# Pics of Mantella aurantiaca eggs sites



## Ed Martin (Mar 25, 2004)

Does anyone have any pics of their M. aurantiaca eggs deposition sites or can they describe them for me??? My males are calling up a storm and the female looks like a marble with legs. I dried out the enclosure for a couple months and lately I’ve been misting the enclosure pretty heavily. There are brazil nut pods, coco huts and tons of magnolia leaves but no real “shallow depressions” so I was wondering if that was really needed for the female to lay in. 

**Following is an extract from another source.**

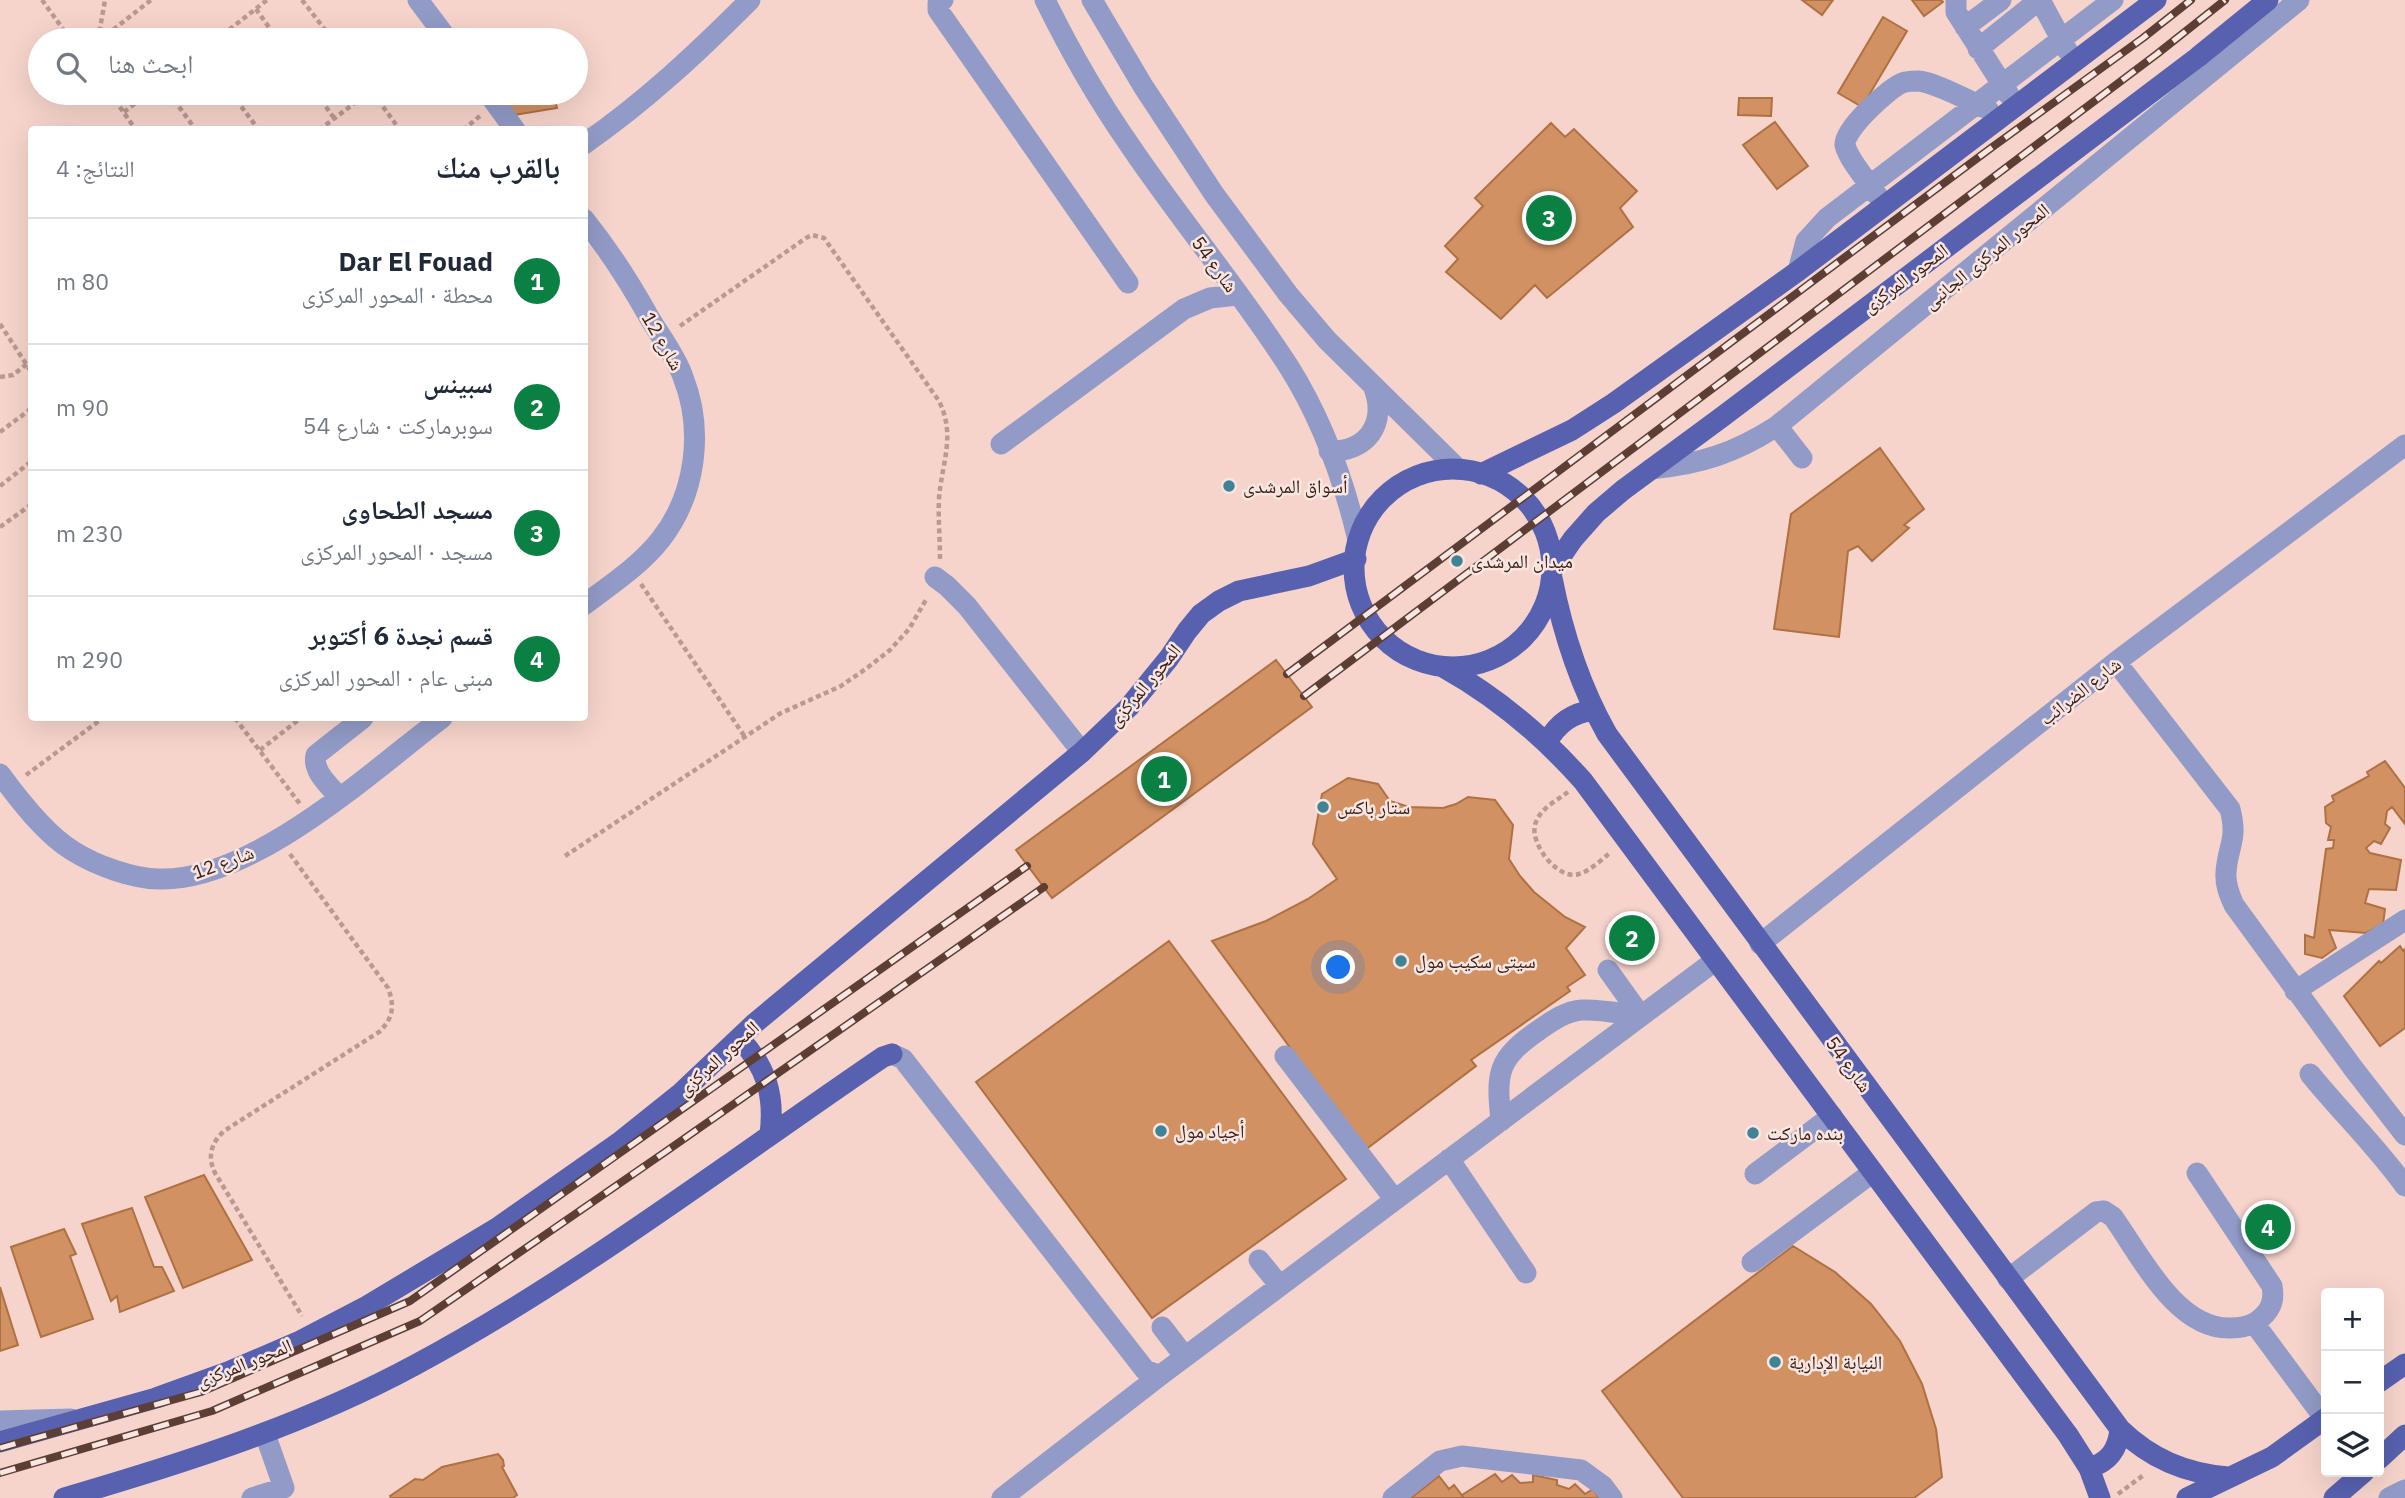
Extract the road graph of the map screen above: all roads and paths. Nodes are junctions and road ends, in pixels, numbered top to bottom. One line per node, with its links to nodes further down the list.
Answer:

Also are people pulling the eggs or leaving them in the enclosure. I leave the eggs for most of my frogs now, as long as there is a water feature to deposit them in. Seems to work well for me. 
Thanks! 
Ed


----------



## Ed (Sep 19, 2004)

When I bred them at work years ago, all of the good eggs were deposited close to the water in a depresssion under pieces of cork or under the moss. I pulled the eggs for hatching. 

Ed


----------



## trow (Aug 25, 2005)

*Golden Beauties*

You can also use film canisters partially buried within enclosure and then transfer eggs out to incubation area this works for me and it is alot easier.Although they will lay in areas described by others the canister or whatever small containment device you would use keeps things easier.
later


----------



## Derek Benson (Feb 19, 2004)

I believe Devin has pictures of his aurantiaca deposition site on his website, if not, jsut send him a message if he doesn't see this.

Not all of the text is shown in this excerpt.